With our many years of experience working with different cloud platforms such as AWS, Azure, GCP & OCI, below tips are common regardless of the cloud platform and services used. Please feel free to add comments on any other useful tips you have.
Architect for optimal efficiency.
Rightsizing
Elasticity is an advantageous feature of the cloud where your systems could be dynamically scaled up or down according to load. But the systems need to be architected in a way to properly implement this feature. Automatic scaling and load balancing need to be implemented and auto-scale rules and proper thresholds need to be configured.
Have proper thresholds and monitoring
Automation goes hand in hand with the cloud. Automatic scaling is based on the thresholds you configure. Monitoring the usage & identifying proper thresholds are important steps to ensure that your systems scale to the right size at the right time. For resources that do not (or need not to) automatically scale, it is important to periodically monitor the usage and re-size resources accordingly.
Use only required components without over-complexing
With many tools & services available in the cloud, it is a trend that a lot of developers are over complicating cloud applications by trying to use everything at their disposal which ultimately overcomplex the architecture, make systems less reliable & more expensive.
IaaS vs PaaS vs SaaS
Based on business & tech requirements such as the uptime required, ease of management, resources available, level of control needed, etc. a careful decision should be made on which components would be going to IaaS vs PaaS vs SaaS as cost of implementing each model is different.
Going all to cloud vs hybrid model
If infrastructure resources are already invested and if a subsystem does not need or benefit from the features of the cloud, it might be best to keep those on local data centers and only move the required components to the cloud.
Power-scheduling resources
Cloud platforms provide an option to power down resources when those are not in use (e.g.: at night) Based on the requirement of the system, some of the components could be automated to schedule power down and power up events according to time in order to save money.
Use the cost calculators effectively to predict the budget
Cloud platforms provide cost estimators/calculators to calculate the TCO (total cost of ownership) of a solution upfront. Using it while designing a system could allow budget-based decision making to be done in the earlier phases & see if the technical design is financially viable.
Use automation
Automation is paramount in the cloud to manage the infrastructure at scale. Use various automation mechanisms provided by each platform to automate tasks such as power scheduling, data retention, tagging, etc.
Data retention
Again, with unlimited resources available in the cloud, it is highly possible for data to silently accumulate leading to hefty bills. So, whether it’s a data lake or a file store etc., ensure that there are proper retention rules configured and it is fully automated.
Proper service level for each service
Some of the services in the cloud have different service levels based on various feature options such as redundancy levels, performance, etc. Ensure that you only use the correct service level as required. For example, disk storage might have options such as HDD, standard SDD, and SDD with higher IOPS. Or a there might be cheaper archive storage to keep backups, where you’re keeping very old backups on hot storage.
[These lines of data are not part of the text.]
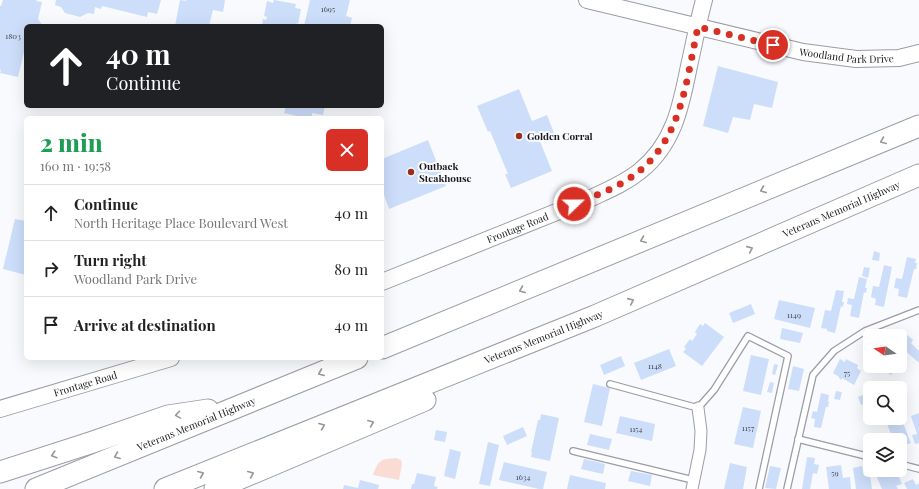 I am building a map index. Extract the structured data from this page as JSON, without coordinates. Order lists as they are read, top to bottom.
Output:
{
  "streets": {
    "highway": ["Veterans Memorial Highway"],
    "street": ["Woodland Park Drive", "Frontage Road"]
  },
  "crossings": [
    ["Woodland Park Drive", "Frontage Road"]
  ],
  "places": ["Golden Corral", "Outback Steakhouse"],
  "house_numbers": [
    "1695",
    "1803",
    "1149",
    "1148",
    "75",
    "1157",
    "1154",
    "59",
    "1634"
  ],
  "north": "left",
  "page": {
    "turn": ["40 m", "Continue"],
    "heading": ["2 min", "160 m · 19:58"],
    "list": [
      {
        "name": "Continue",
        "note": "North Heritage Place Boulevard West",
        "value": "40 m"
      },
      {
        "name": "Turn right",
        "note": "Woodland Park Drive",
        "value": "80 m"
      },
      {
        "name": "Arrive at destination",
        "value": "40 m"
      }
    ]
  }
}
It is the same with redundancy requirements too.
Understand the spend
Analyze monthly bill using the free tools provided by the cloud platform
Forecast budget based on current spending and usage patterns
Investigate billing anomalies and fix the underlying issues on a regular basis.
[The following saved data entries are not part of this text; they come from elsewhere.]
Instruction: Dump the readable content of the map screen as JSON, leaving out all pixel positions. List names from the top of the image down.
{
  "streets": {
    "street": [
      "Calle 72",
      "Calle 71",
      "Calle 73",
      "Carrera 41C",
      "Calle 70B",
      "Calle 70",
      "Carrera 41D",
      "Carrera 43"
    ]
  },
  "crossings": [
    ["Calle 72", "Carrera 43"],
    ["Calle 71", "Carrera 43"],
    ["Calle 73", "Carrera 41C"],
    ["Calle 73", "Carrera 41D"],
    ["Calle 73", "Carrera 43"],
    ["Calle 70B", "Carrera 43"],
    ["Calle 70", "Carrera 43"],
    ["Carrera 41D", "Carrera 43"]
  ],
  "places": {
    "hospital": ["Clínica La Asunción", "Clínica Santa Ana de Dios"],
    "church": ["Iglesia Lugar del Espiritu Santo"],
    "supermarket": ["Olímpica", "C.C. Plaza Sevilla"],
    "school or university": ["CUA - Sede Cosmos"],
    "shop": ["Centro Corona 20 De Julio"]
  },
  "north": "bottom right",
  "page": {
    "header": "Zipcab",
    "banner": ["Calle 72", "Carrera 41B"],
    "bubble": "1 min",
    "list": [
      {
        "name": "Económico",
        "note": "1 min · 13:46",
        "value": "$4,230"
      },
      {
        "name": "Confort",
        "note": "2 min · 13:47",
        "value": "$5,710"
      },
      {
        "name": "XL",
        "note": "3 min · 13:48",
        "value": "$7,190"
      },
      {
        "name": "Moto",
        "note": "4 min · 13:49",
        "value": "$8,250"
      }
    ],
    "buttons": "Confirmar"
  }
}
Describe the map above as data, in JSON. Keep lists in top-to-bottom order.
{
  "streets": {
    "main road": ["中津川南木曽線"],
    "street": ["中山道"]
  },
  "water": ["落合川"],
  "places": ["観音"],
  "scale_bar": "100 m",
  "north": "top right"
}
Reconciliation of invoices – compare and contrast the monthly usage patterns to see trends and co-relate it to changes made/releases done.
Organize resources in proper organizational groups
Tag resources to identify the products, features, and resources that are costing more.
Proper tagging allows the costs to be segmented & owned to different org. groups in a meaningful way. Automatic tagging is important to ensure that everything is tagged without a larger chunk of unknown spending.
Third-party tools
We’re not going to recommend any particular tool since we use multiple tools based on clients and requirements. But most of these tools have very good reporting dashboards, support multi-cloud environments, does best practice analyze and provide suggestions, and have auto-pilot mode where it drives cost/performance optimizations according to pre-configured rules. (Use autopilot with caution ensuring that the rules are correct! Test, test, test!)
You could listen to the category leaders of Technical Business Management (TBM) solutions – Apptio discusses how their solutions help clients to save money. Please see the video here https://www.cms.lk/cloud-cost-optimization-with-apptio/
Purchase right type of resource for the right purpose
There are many purchasing models such as Free, Reserved instances vs spot instances vs pay as you go model. Free might be the best option for individual R&D and learning work. BigData workloads, CI/CD workloads, Containerized workloads might benefit from spot instances instead of on-demand or reserved instances. Long term predictable workloads might be best run on reserved instances.
Separation between R&D, QA, Pre-Prod and Production environments
A proper separation between work environments on a logical level or even an account level is helpful to clearly identify & ensure that the levels of service, redundancy, etc. are applied only as required.
Consistent monitoring
Track unused resources (unused IPs, unused VMs, unused disk, and storage, unused LBs) to ensure that you don’t continue to pay for them. Having tags updated and resource usage monitored is important for this.
Governance
Access control
If everyone can create resources wherever & whenever they want, the chances are that the organization would end up with hefty bills at some point and need to spend a lot of effort to right-size later. It is important to provide the proper level of access to each environment based on the teams/roles.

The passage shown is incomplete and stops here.